How does a writer like me re-energize and stay inspired to keep writing? The answer to that changes daily. But today my inspiration came from a whole room full of people, mostly educators dedicating time on a Saturday to help promote writing and reading among the youth in our community. It was a humbling, amazing experience. I haven’t tackled a personal, big writing project since my children’s book. I write every day and edit for my full-time paying job and I enjoy it immensely but sometimes I just want to write what I want to write and be among literary folks. Today I had that opportunity, and I was able to hang out with my dear, sweet editor and friend Linda too.
The University of West Florida College of Education and Professional Studies, the UWF National Writing Project and the Early Learning Coalition of Escambia County held a literary symposium. It kicked off with a self-declared non-reader, bilingual and mixed race boy from a border town of Mexico and San Diego, who later went on to become a Newberry Medal winning author. Mr. Matt de la Peña, a best-selling author of six young adult novels and two illustrated children’s books, shared insights into his writing journey when he delivered the keynote speech at the event.
The symposium was entitled “See the Beauty in Books.” Teachers and writers in the community attended breakout sessions offered by educators involved in the National Writing Project (NWP).
NWP is a network providing resources and tools to help educators improve the teaching of writing and learning in schools and communities. UWF is one of only four Florida universities that are part of the NWP network. UWF’s NWP offers a three-week summer training program for Pensacola-area teachers designed to help them boost students’ writing skills.
De le Peña read his award-winning book, “Last Stop at Market Street.” He also recounted his family upbringing and personal struggles as a child. Educators told him he would have to repeat the second grade because of his poor reading skills. He began to dislike school and believe he was not capable of doing well. His biggest mistake was labeling himself as dumb and incapable. He shared a story of watching his uncle be handcuffed and taken away by police when he was thirteen years old revealing how those moments as an eighth grader became later central themes in his books. Subjects of embarrassment, shame and self criticism are key messages in his stories.
Later de le Peña fought against his own stereotype and worked harder to become a better reader. As a sophomore he began to write poems in the back of class. One teacher noticed and encouraged him to compose more. When de le Peña was accepted into college on a basketball scholarship, his father, who did not have a high school diploma at the time, told him, “We think you are a success,” and those words forever changed de le Peña. That uplifting statement freed him from the pressures of following in his working class parents’ footsteps. He would pursue whatever he wanted to study in school.

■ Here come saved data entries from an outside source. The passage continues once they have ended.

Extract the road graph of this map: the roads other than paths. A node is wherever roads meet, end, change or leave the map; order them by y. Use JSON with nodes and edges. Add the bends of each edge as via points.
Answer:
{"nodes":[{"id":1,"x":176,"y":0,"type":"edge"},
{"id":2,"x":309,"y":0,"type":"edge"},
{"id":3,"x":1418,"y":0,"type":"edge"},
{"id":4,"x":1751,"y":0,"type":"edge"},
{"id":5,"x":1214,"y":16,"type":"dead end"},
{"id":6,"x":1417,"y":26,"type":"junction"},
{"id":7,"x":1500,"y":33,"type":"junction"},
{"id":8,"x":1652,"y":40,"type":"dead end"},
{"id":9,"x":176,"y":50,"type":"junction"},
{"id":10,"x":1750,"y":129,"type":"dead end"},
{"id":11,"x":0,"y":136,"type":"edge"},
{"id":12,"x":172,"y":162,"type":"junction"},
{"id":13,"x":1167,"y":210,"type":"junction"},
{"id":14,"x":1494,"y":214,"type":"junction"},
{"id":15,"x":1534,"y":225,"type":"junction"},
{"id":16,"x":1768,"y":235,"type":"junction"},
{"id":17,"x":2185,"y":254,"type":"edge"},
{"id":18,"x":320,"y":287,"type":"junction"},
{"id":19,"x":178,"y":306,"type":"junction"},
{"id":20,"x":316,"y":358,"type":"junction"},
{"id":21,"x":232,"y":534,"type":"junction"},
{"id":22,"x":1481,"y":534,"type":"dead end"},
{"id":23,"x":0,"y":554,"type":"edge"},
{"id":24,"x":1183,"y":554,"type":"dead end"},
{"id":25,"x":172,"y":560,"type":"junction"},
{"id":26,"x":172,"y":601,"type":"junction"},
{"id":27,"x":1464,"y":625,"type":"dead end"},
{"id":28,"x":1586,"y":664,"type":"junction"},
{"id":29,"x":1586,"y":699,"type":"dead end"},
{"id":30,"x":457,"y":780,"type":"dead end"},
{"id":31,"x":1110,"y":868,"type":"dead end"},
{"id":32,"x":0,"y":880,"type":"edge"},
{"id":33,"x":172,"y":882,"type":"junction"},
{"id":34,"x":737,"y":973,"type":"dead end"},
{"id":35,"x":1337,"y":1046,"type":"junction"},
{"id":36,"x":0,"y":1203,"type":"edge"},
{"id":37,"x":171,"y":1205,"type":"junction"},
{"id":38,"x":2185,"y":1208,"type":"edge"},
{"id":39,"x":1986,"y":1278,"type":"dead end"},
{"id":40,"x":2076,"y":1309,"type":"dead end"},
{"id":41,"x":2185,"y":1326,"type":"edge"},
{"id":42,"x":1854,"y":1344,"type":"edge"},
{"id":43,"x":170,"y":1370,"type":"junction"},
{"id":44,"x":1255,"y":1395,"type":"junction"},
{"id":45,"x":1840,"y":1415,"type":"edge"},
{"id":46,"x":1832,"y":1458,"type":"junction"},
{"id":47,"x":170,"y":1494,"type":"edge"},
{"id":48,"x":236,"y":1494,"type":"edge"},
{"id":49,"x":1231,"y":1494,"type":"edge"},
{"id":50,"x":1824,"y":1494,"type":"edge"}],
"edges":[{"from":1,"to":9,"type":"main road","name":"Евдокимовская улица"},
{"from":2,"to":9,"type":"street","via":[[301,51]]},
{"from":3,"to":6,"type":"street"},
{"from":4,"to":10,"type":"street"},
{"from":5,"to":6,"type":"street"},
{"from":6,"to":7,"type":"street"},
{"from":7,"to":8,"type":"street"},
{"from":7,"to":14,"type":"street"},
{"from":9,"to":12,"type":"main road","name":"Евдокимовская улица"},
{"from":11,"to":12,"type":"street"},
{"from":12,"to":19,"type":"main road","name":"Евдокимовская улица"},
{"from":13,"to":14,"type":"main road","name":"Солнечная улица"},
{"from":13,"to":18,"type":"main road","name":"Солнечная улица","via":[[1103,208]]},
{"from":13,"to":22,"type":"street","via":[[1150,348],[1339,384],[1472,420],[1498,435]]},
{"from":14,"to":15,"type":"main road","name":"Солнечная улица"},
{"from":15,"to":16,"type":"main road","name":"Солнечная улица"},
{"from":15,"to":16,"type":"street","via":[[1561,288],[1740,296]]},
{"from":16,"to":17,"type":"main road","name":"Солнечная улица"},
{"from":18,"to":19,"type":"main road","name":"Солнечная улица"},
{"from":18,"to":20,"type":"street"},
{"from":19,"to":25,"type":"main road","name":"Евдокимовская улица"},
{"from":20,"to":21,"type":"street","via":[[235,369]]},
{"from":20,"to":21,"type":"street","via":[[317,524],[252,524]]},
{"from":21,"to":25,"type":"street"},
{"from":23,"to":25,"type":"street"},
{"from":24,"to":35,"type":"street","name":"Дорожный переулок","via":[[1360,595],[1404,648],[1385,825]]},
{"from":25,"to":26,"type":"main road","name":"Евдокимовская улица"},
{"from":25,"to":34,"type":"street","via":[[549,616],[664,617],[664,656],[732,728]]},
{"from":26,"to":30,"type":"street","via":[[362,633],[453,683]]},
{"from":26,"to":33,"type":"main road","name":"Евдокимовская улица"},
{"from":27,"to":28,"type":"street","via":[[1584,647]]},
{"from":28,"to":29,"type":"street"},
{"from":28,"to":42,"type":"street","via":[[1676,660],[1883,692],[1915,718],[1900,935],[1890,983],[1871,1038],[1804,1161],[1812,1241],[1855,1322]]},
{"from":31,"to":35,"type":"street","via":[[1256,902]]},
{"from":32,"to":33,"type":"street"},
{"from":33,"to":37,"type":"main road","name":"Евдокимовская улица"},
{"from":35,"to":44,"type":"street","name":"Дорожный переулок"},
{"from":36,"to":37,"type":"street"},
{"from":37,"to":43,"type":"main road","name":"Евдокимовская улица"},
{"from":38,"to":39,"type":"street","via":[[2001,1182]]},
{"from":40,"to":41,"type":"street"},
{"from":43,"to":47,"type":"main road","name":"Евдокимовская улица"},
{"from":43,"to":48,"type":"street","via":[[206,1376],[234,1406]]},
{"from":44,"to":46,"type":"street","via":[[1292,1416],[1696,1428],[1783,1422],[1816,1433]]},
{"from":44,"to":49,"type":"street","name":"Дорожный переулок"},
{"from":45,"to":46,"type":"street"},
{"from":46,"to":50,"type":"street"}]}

Still it was years later, in college, before de le Peña realized that he wanted to be a writer and tell stories from his past. Again it was another teacher who encouraged him to read a novel. The book, “The Color Purple,” changed de le Peña’s perspective on characters. He realized he could root and care for them, even people of different ages, races and cultures.
“Teachers, some of the moves you make and the words you say now to kids will not take effect until years later,” said de le Peña to the symposium crowd of educators and writers.

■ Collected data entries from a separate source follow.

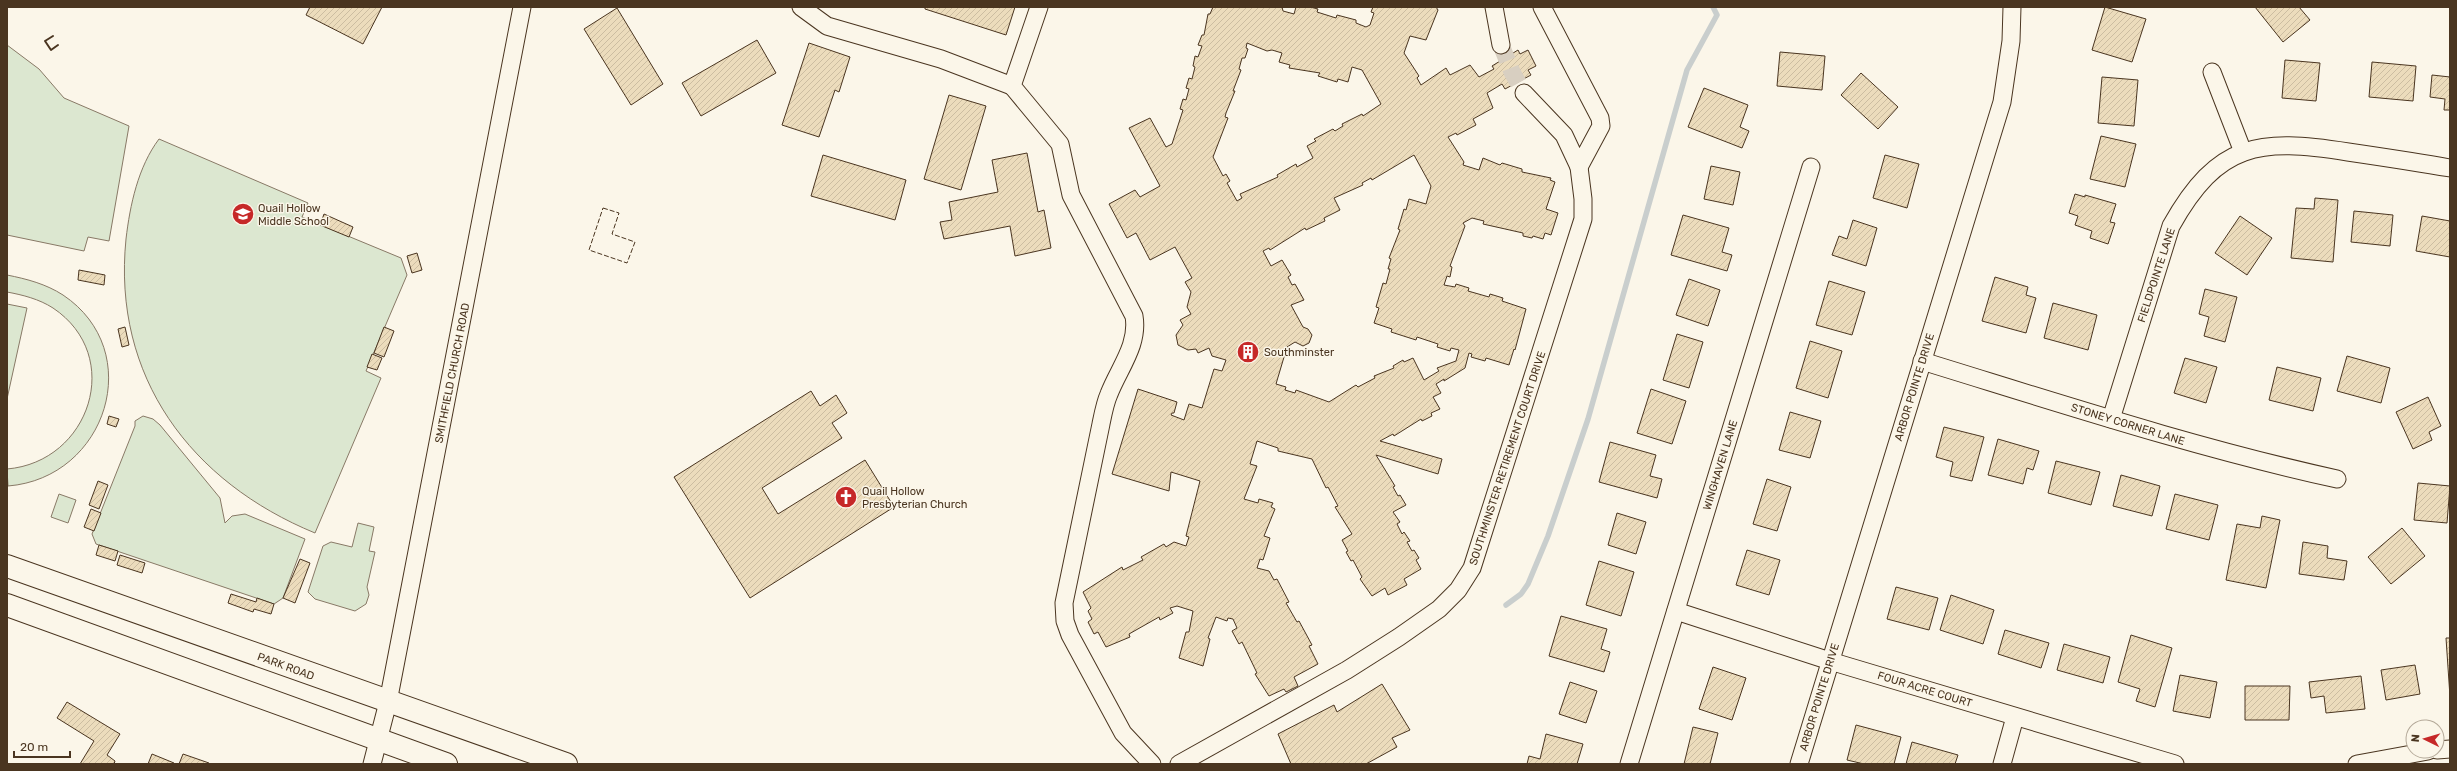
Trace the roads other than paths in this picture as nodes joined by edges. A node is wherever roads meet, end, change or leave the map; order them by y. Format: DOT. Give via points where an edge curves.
graph roads {
  1 [pos="522,7"];
  2 [pos="802,7"];
  3 [pos="1039,7"];
  4 [pos="1494,7"];
  5 [pos="1542,7"];
  6 [pos="2012,7"];
  7 [pos="1501,45"];
  8 [pos="2212,72"];
  9 [pos="1012,86"];
  10 [pos="1524,93"];
  11 [pos="2243,152"];
  12 [pos="1579,167"];
  13 [pos="1811,167"];
  14 [pos="2450,168"];
  15 [pos="1922,361"];
  16 [pos="2111,419"];
  17 [pos="2337,479"];
  18 [pos="7,566"];
  19 [pos="7,606"];
  20 [pos="1676,611"];
  21 [pos="1830,661"];
  22 [pos="388,702"];
  23 [pos="2015,716"];
  24 [pos="379,739"];
  25 [pos="2405,755"];
  26 [pos="372,764"];
  27 [pos="446,764"];
  28 [pos="566,764"];
  29 [pos="1152,764"];
  30 [pos="1179,764"];
  31 [pos="1629,764"];
  32 [pos="1799,764"];
  33 [pos="2002,764"];
  34 [pos="2175,764"];
  35 [pos="2357,764"];
  1 -- 22 [label="street, SMITHFIELD CHURCH ROAD"];
  2 -- 9 [label="street" via="827,26 940,59"];
  3 -- 9 [label="street"];
  4 -- 7 [label="street"];
  5 -- 12 [label="street" via="1600,118 1601,126"];
  6 -- 15 [label="street, ARBOR POINTE DRIVE" via="2011,41 2002,102"];
  8 -- 11 [label="street"];
  9 -- 29 [label="street" via="1060,144 1071,195 1134,316 1134,340 1108,396 1101,424 1064,603 1065,621 1070,635 1123,733"];
  10 -- 12 [label="street, SOUTHMINSTER RETIREMENT COURT DRIVE" via="1564,135"];
  11 -- 14 [label="street, FIELDPOINTE LANE" via="2274,144 2303,145"];
  11 -- 16 [label="street, FIELDPOINTE LANE" via="2196,186 2171,226"];
  12 -- 30 [label="street, SOUTHMINSTER RETIREMENT COURT DRIVE" via="1583,219 1472,568 1458,590 1438,609 1347,670"];
  13 -- 20 [label="street, WINGHAVEN LANE"];
  15 -- 16 [label="street, STONEY CORNER LANE"];
  15 -- 21 [label="street, ARBOR POINTE DRIVE"];
  16 -- 17 [label="street, STONEY CORNER LANE" via="2259,462"];
  18 -- 22 [label="main road, PARK ROAD"];
  19 -- 24 [label="main road"];
  20 -- 21 [label="street, FOUR ACRE COURT"];
  20 -- 31 [label="street, WINGHAVEN LANE"];
  21 -- 23 [label="street, FOUR ACRE COURT"];
  21 -- 32 [label="street, ARBOR POINTE DRIVE"];
  22 -- 24 [label="street, SMITHFIELD CHURCH ROAD"];
  22 -- 28 [label="main road, PARK ROAD"];
  23 -- 33 [label="street"];
  23 -- 34 [label="street, FOUR ACRE COURT"];
  24 -- 26 [label="street, SMITHFIELD CHURCH ROAD"];
  24 -- 27 [label="main road"];
  25 -- 35 [label="street"];
}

“But they do matter and can have a positive effect, just as they did for me,” he added.
De le Peña described books as filling an empty void inside him. Reading books helped him to become a better writer. He praised teachers in the room for attending the event to help young students also become better readers and writers.
Hearing his words took me back to the ten year old inside me. My upbringing was nothing like Mr. de le Pena’s. Mine was ordinary and normal and boring in some cases. I think that’s why I turned to books…to add more adventure in my life. I wrote poems about things I had never even experienced in fifth grade. Yet somehow I was compelled, drawn to writing them. Sometimes I still am, even at age 38.
In addition to the keynote presentation given by de la Peña, attendees selected two professional development sessions taught by NWP members. Teachers presented writing techniques for different school grades. Speakers shared experiences that sparked creativity in the classroom for writing and reading assignments. Instructors shared positive criticism techniques for students and example writing assignments. I was taking notes like crazy. I may not be a teacher but I’m a parent to two young girls and I was thinking…”I’m going to try this at home…” and “Hmm, maybe that writing prompt will help me in my work and my personal writing…”
It was helpful. I so enjoyed being around people who are passionate about reading and writing. I have had a few standout teachers in my educational experience but these women and men were really working hard to make a positive impact in my community’s schools and beyond.
I have reached out to extend my gratitude and offer to help with their endeavors. If I had more mentors and engagement as a kid, I may be on my tenth book instead of just my second one. So my goal is to encourage others to write, to read and to dream of possibilities…whatever they may be!
What knowledge can you share with those around you? How can your talents help others? Today’s event opened up my eyes, ears and ideas wider and for that and for the people who hosted it, I am thankful.